Another thing to note is that Creece will always hit you with a fart joke just when you least expect it. Humour (especially of the toilet variety) abounds throughout the collection, and I have to admit to laughing out loud in “James Joyce’s Fart Fetish”:
“It’s true, Mozart loved getting his ass eaten.
No, I swear! I’ll look it up right now!
See? – Buttholes have taste-holes.
Huh? Tastebuds, tastebuds.
Like a Portrait of the Fartist as a Young–
Stop, I’m not ready. I’m young.
I’m too young.”
I also love that Creece plays with form and function in a way that feels subversive, challenging the idea of what poetry can be. “Shitpost” is a collage of text messages arranged in the shape of the poop emoji, while “God Wants You to Come!” began life as a collage of pornography and religious magazines – driving home the point that binaries between high and low, trash and art, the sacred and profane, have no place here. With her concrete poems, Creece disrupts the reading experience itself, and it is not unusual to find yourself holding this book sideways, upside down, or turning it in a circle in order to read these poems.
Potty Mouth, Potty Mouth is the kind of book that will have you screaming, crying, throwing up.

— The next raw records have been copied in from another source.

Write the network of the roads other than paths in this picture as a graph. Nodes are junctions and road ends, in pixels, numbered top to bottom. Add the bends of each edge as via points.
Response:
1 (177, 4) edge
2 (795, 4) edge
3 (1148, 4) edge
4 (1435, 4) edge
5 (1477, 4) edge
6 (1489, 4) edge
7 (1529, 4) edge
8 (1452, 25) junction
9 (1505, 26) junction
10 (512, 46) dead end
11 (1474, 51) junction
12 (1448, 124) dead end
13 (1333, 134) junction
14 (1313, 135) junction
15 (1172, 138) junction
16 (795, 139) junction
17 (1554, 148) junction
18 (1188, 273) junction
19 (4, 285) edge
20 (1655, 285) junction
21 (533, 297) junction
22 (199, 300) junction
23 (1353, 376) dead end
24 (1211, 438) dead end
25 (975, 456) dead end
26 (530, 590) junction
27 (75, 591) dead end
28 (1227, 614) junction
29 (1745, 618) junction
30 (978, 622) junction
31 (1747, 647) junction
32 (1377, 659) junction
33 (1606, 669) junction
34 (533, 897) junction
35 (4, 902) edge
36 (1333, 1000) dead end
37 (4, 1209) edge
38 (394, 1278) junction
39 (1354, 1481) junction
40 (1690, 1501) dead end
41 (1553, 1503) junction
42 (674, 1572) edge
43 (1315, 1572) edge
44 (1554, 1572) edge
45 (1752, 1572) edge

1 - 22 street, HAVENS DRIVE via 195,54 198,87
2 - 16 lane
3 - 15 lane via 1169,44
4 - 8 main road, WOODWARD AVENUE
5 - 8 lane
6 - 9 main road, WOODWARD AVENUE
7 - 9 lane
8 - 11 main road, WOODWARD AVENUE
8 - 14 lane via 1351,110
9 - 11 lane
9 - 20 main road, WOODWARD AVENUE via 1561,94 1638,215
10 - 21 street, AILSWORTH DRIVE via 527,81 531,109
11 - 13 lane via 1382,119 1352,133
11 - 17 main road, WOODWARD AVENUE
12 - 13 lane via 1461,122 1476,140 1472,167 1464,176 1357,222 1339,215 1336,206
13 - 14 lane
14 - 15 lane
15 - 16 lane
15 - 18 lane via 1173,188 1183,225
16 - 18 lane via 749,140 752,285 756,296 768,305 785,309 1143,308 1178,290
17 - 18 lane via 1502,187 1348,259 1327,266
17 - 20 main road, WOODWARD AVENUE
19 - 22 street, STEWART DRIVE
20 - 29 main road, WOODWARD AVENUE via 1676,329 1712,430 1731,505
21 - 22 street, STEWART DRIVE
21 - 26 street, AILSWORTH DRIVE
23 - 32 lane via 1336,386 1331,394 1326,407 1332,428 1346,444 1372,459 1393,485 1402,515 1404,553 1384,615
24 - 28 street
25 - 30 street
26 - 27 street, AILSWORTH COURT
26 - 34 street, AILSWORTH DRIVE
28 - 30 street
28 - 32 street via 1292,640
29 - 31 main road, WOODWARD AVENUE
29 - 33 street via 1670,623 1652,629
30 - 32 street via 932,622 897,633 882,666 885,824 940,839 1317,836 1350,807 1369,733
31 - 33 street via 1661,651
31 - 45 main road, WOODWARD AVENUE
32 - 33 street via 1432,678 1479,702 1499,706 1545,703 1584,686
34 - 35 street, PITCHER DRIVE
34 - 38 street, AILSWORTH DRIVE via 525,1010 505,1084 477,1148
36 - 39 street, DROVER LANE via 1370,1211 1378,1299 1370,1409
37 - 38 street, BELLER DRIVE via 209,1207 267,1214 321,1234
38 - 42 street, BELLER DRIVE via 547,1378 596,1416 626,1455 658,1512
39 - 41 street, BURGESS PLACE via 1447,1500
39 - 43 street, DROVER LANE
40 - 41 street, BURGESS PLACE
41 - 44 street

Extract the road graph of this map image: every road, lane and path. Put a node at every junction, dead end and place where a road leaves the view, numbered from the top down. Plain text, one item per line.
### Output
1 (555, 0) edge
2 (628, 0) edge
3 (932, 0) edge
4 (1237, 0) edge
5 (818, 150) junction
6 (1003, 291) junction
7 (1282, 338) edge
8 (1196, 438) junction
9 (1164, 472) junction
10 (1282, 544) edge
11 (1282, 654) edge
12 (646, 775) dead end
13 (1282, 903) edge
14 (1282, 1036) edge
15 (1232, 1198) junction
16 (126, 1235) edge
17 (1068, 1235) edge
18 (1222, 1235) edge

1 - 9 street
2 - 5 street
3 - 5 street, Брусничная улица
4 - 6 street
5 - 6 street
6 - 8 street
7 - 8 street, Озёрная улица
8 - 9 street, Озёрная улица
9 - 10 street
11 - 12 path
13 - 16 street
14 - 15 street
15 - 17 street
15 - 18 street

It is a collection that refuses to conform, refuses to be polite and refuses to give you a moment of peace.
Alex was a contributor to Issue 1 of Aniko Magazine. Read our interview with Alex here!
Emily Riches is a writer and editor from Mullumbimby, currently living on Gadigal land (Sydney). She founded Aniko Press to bring passionate writers and curious readers together, discover new voices and create a space for creative community. You can get in touch at emily@anikopress.com.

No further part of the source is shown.